C’est une Marie Khémess Ngom Ndiaye particulièrement remontée qui, après le communiqué sur le point journalier hier, s’est adressée aux Sénégalais pour asséner ses quatre vérités. Visage grave et ton ferme, la directrice générale de la Santé a soldé ses comptes avec ceux qui chahutent la stratégie de riposte mise en place pour combattre le virus. Elle a tenu à mettre les points sur les «i» concernant un certain nombre de questions.
La directrice générale de la Santé est dans tous ses états. Elle a laissé exploser sa colère hier après sa présentation du point journalier.

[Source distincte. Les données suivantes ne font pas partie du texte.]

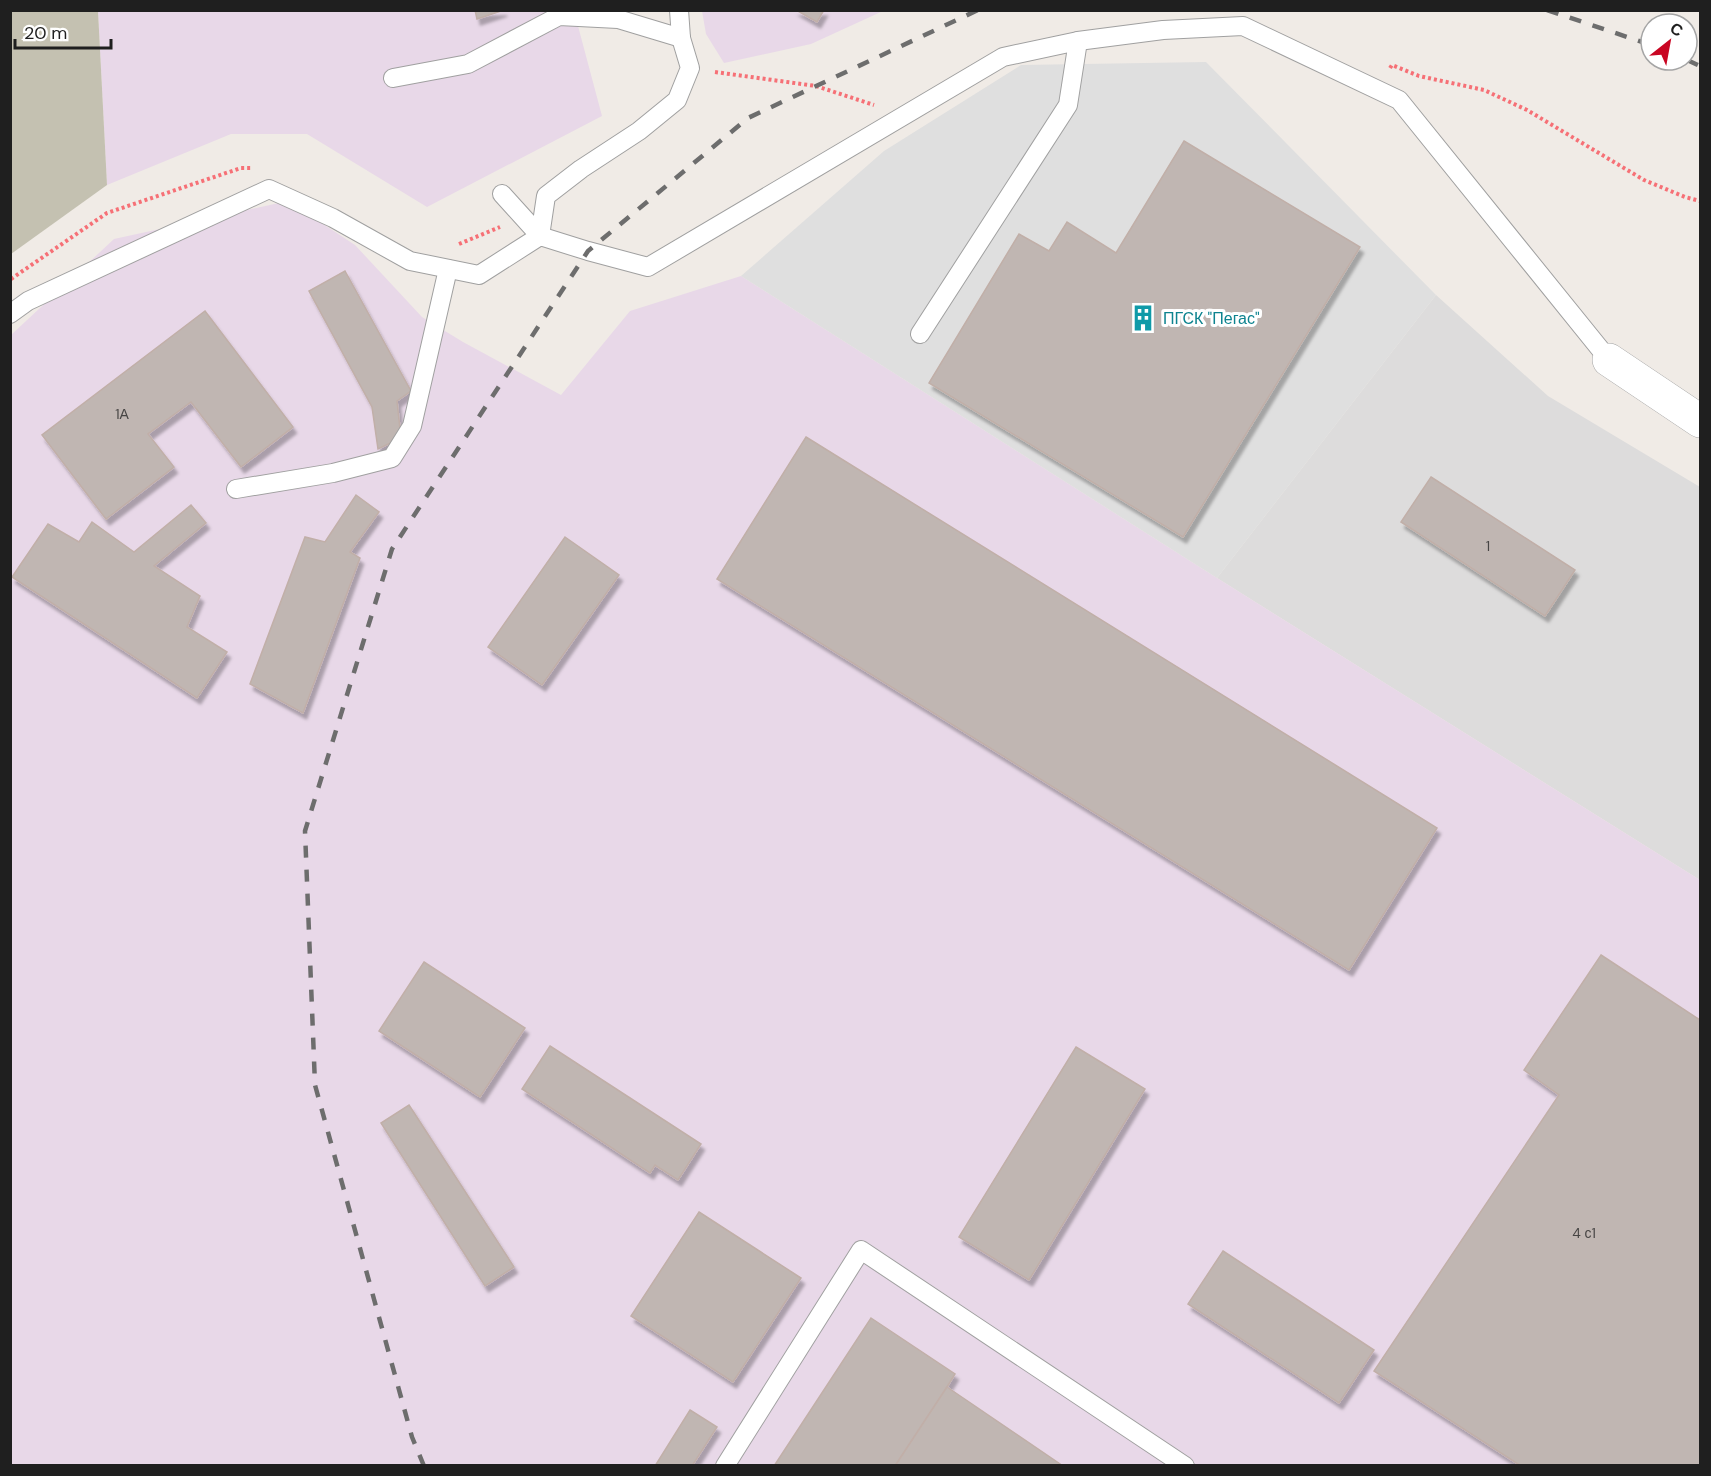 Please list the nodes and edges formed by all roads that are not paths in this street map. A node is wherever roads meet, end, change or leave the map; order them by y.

Dénonçant avec vigueur le non-respect des mesures sanitaires, Dr Marie Khémess Ngom Ndiaye s’est prononcée sur l’utilisation de l’artémisia et les faussaires qui s’activent dans la pratique des tests du covid-19. «Les gens commencent à se familiariser avec la maladie en ne respectant pas les gestes barrières. Il y a même des gens qui disent que si l’on porte un masque, on peut se rapprocher, mais ce n’est pas vrai», tonne-t-elle avant d’appeler les populations à se plier aux recommandations édictées par les autorités sanitaires.

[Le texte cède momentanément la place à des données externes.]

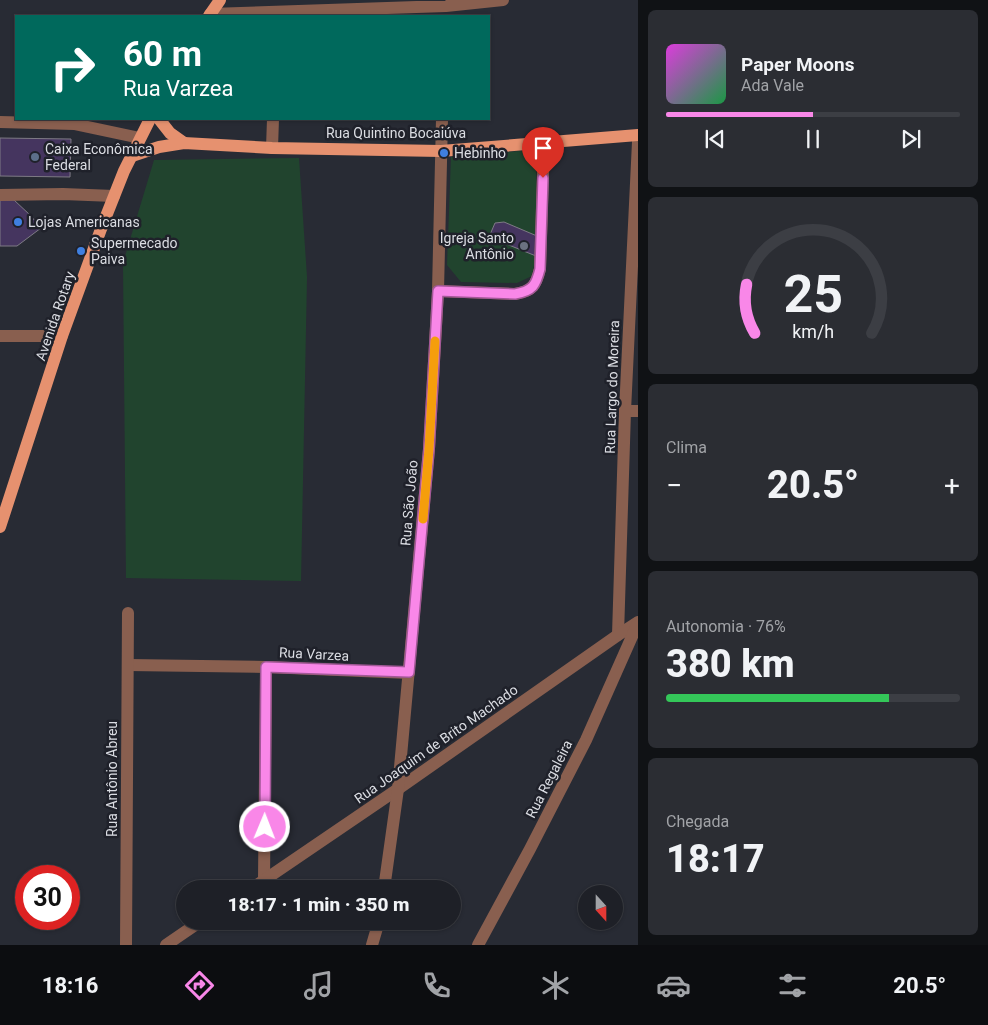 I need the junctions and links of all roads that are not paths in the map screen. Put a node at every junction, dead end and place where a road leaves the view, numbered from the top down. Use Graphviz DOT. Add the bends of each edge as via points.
graph roads {
  1 [pos="220,0"];
  2 [pos="503,0"];
  3 [pos="446,7"];
  4 [pos="277,14"];
  5 [pos="210,15"];
  6 [pos="149,120"];
  7 [pos="160,120"];
  8 [pos="274,120"];
  9 [pos="442,120"];
  10 [pos="0,122"];
  11 [pos="638,135"];
  12 [pos="140,138"];
  13 [pos="544,142"];
  14 [pos="638,142"];
  15 [pos="184,144"];
  16 [pos="272,148"];
  17 [pos="441,151"];
  18 [pos="132,156"];
  19 [pos="0,195"];
  20 [pos="114,196"];
  21 [pos="438,291"];
  22 [pos="0,336"];
  23 [pos="62,336"];
  24 [pos="632,411"];
  25 [pos="0,527"];
  26 [pos="128,613"];
  27 [pos="638,623"];
  28 [pos="618,634"];
  29 [pos="128,665"];
  30 [pos="266,667"];
  31 [pos="409,672"];
  32 [pos="398,789"];
  33 [pos="264,880"];
  34 [pos="385,880"];
  35 [pos="188,930"];
  36 [pos="376,930"];
  37 [pos="126,945"];
  38 [pos="166,945"];
  39 [pos="372,945"];
  40 [pos="478,945"];
  1 -- 5 [label="main road"];
  2 -- 3 [label="street"];
  3 -- 4 [label="street"];
  4 -- 5 [label="street"];
  6 -- 12 [label="main road, Avenida Rotary"];
  7 -- 15 [label="main road"];
  8 -- 16 [label="street"];
  9 -- 17 [label="street, Rua São João"];
  10 -- 12 [label="street" via="74,124"];
  11 -- 13 [label="main road, Rua Quintino Bocaiúva"];
  12 -- 18 [label="main road, Avenida Rotary"];
  13 -- 17 [label="main road, Rua Quintino Bocaiúva"];
  13 -- 21 [label="street" via="537,281 532,288 515,294"];
  14 -- 24 [label="street, Rua Largo do Moreira"];
  15 -- 16 [label="main road, Rua Quintino Bocaiúva"];
  15 -- 18 [label="main road, Rua Quintino Bocaiúva" via="159,147"];
  16 -- 17 [label="main road, Rua Quintino Bocaiúva"];
  17 -- 21 [label="street, Rua São João"];
  18 -- 20 [label="main road, Avenida Rotary"];
  19 -- 20 [label="street"];
  20 -- 23 [label="main road, Avenida Rotary"];
  21 -- 31 [label="street, Rua São João" via="429,449"];
  22 -- 23 [label="street"];
  23 -- 25 [label="main road, Avenida Rotary"];
  24 -- 28 [label="street, Rua Largo do Moreira"];
  26 -- 29 [label="street, Rua Antônio Abreu"];
  27 -- 28 [label="street, Rua Joaquim de Brito Machado"];
  27 -- 40 [label="street, Rua Regaleira" via="586,740"];
  28 -- 32 [label="street, Rua Joaquim de Brito Machado"];
  29 -- 30 [label="street, Rua Varzea"];
  29 -- 37 [label="street, Rua Antônio Abreu"];
  30 -- 31 [label="street, Rua Varzea"];
  30 -- 33 [label="street"];
  31 -- 32 [label="street, Rua São João"];
  32 -- 33 [label="street, Rua Joaquim de Brito Machado"];
  32 -- 34 [label="street, Rua São João"];
  35 -- 38 [label="street"];
  36 -- 39 [label="street"];
}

«Nous nous battons jour et nuit pour freiner la maladie, alors il ne faut pas qu’on en profite pour détruire ce qui a été construit jusque-là», martèle Dr Marie Khémess Ngom Ndiaye qui révèle par ailleurs une campagne de sabotage contre le travail mené par le Ministère de la Santé. D’autant que, souligne-telle, «Interpol nous a mis en garde contre les détracteurs des règles sanitaires. Il y a un produit dénommé Uni-Gold TM HIV, certains qui sont de mauvaise foi l’utilisent pour dire qu’ils effectuent des tests ou soignent le coronavirus. Ce produit est fabriqué et commercialisé par Trinity Biotech Plc, ils ont mis des dates de péremption, mais c’est un faux médicament. Le gouvernement, à travers le Ministère de la Santé, a pris toutes les dispositions pour lutter contre cela. C’est la police qui nous a envoyé ce document et nous allons le transmettre aux gouverneurs et aux médecins-chefs de régions et de districts».
Au Sénégal, poursuit-elle, le système de santé est encadré par des experts. «Et quiconque veut nous aider sait où nous trouver, nos portes ne sont pas fermées. Le personnel de santé chargé de lutter contre le coronavirus est doté d’un badge professionnel», renseigne-t-elle S’agissant de l’utilisation de l’artémisia pour traiter le nouveau coronavirus comme préconisée par le Pr Daouda Ndiaye, la directrice générale de la Santé se montre prudente. «Ces feuilles (d’artemisia, Ndlr), nous les avons au Sénégal même si elles ne sont pas nombreuses. Leurs effets sont différents, il y en a de curatifs et certains ont d’autres effets. Nous connaissons cet arbre, parce que quand on a éliminé la Nivaquine, c’est ce que l’on utilisait sous le nom d’Artémisine. Mais quand on l’a utilisé contre le paludisme, nous avons remarqué que ses effets n’étaient pas importants parce que la maladie ne diminuait pas, alors on l’a encore changé avec un décret. Maintenant, on ne va pas dire que l’artémisia venu de Madagascar n’est pas bon. Nous faisons des essais thérapeutiques et c’est là qu’on jugera après de son efficacité ou non», explique-t-elle avant de sonner une nouvelle charge contre les théoriciens de l’artémisia : «Les gens spéculent sur cette plante sans parler avec les responsables de la santé. Nous ne fermons la porte à personne, s’ils sont des experts dans le domaine de la santé, qu’ils viennent avec les chercheurs, car un soignant doit être avec un soignant.»
Toujours dans le même registre, elle informe que tout ce processus est piloté par la Direction de la Pharmacie et du Médicament. «Il y a un comité éthique et on ne fera pas de recherche avec qui que ce soit si l’on ne vérifie pas ce qui est fait. Nous sommes dans un Etat de droit et nous ne laisserons pas le soin aux gens de faire ce qu’ils veulent», clame-t-elle.
En guise de conclusion, elle demande aux Sénégalais d’être vigilants avec le virus. «Nous ne savons pas quand le coronavirus va disparaître, car nous ne connaissons pas le virus», indique-t-elle.